You will not have to pay a fee to access your personal information (or to exercise any of the other rights). However, if your request for access is clearly unfounded or excessive we may:

• charge a reasonable fee
• refuse the request

In some cases we will need some information to confirm your identity. This is to ensure that your personal information is not disclosed to someone who has no right to access it.

Questions and complaints

The data controller for your personal data is the Cabinet Office.

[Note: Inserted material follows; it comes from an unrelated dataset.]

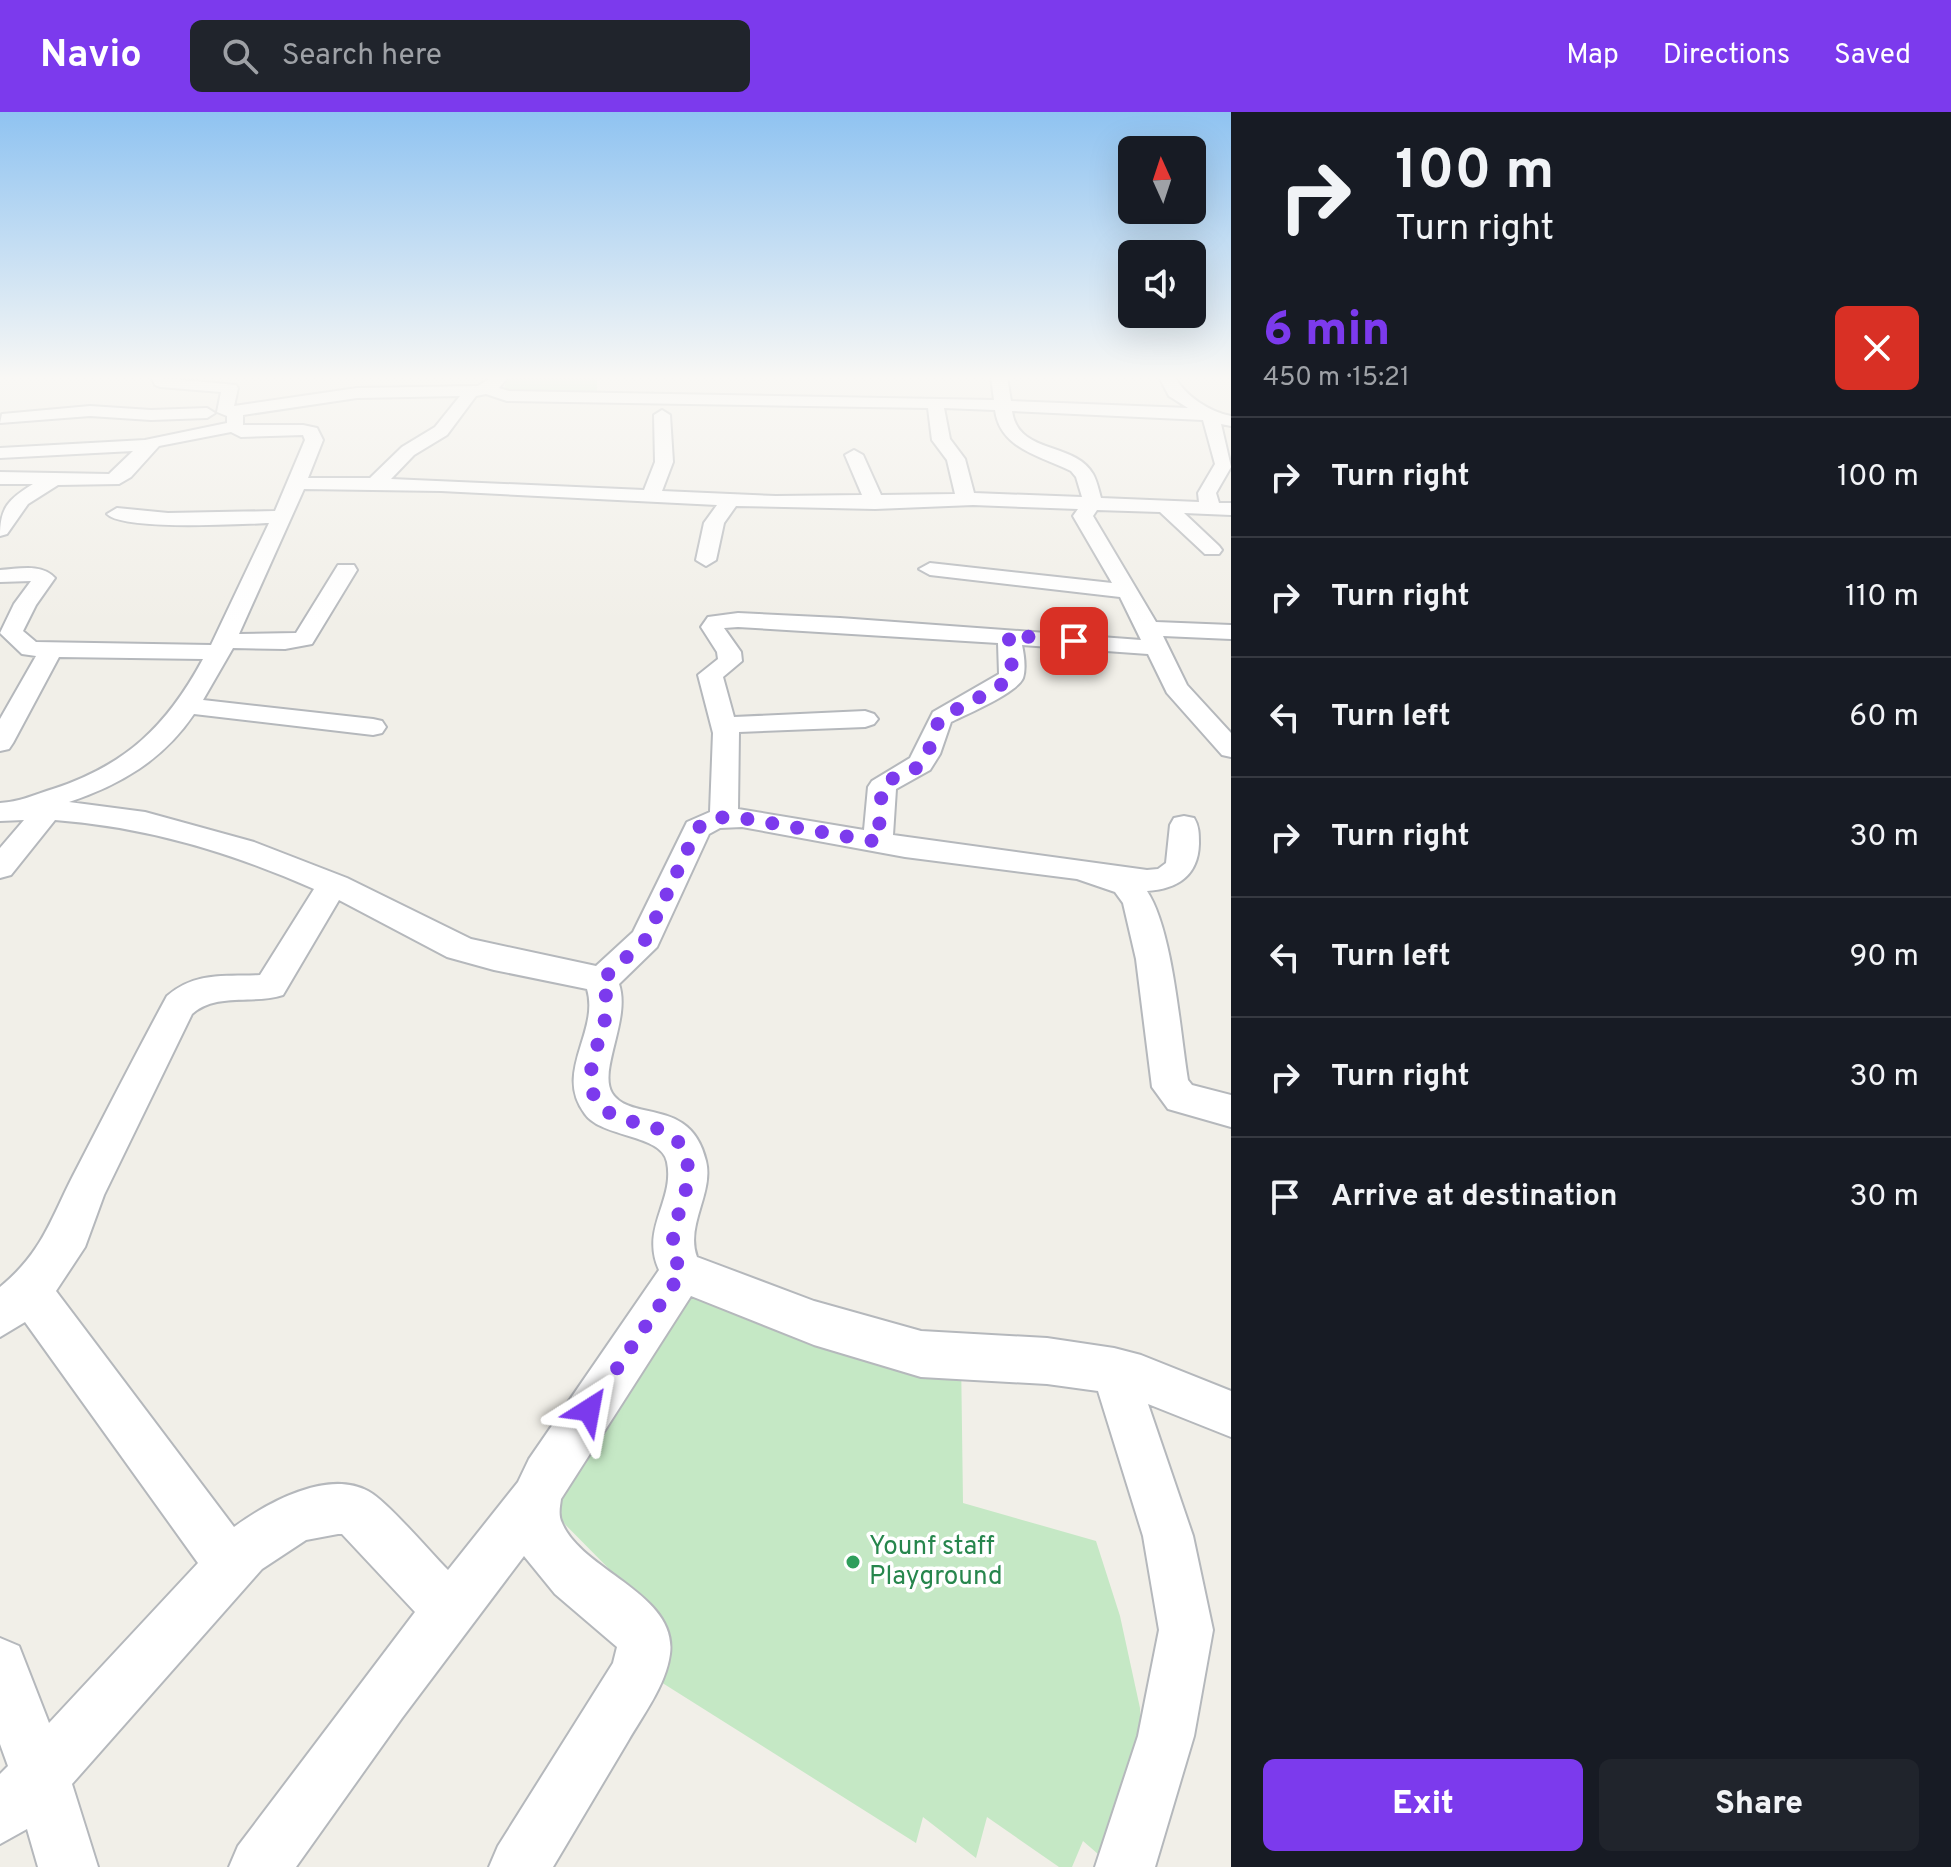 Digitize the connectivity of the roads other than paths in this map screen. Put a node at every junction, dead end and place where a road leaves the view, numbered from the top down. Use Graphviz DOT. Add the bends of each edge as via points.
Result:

If you have any questions about this privacy notice contact the GDS People Team mailbox: peopleteam@digital.cabinet-office.gov.uk

The Data Protection Officer provides advice and monitors Cabinet Office’s use of personal information. If you have any concerns about how your personal data has been handled, please contact the DPO:

Data Protection Officer

Cabinet Office
70 Whitehall
London
SW1A 2AS

Email DPO@cabinetoffice.gov.uk

If you have a complaint, you can also contact the Information Commissioner, who is an independent regulator set up to uphold information rights.

Information Commissioner's Office

Email icocasework@ico.org.uk

Contact form https://ico.org.uk/glo...

Telephone 0303 123 1113

Textphone 01625 545 860

Changes to this privacy notice

We may change this privacy notice. If these changes affect how your personal data is processed, we will take reasonable steps to let you know.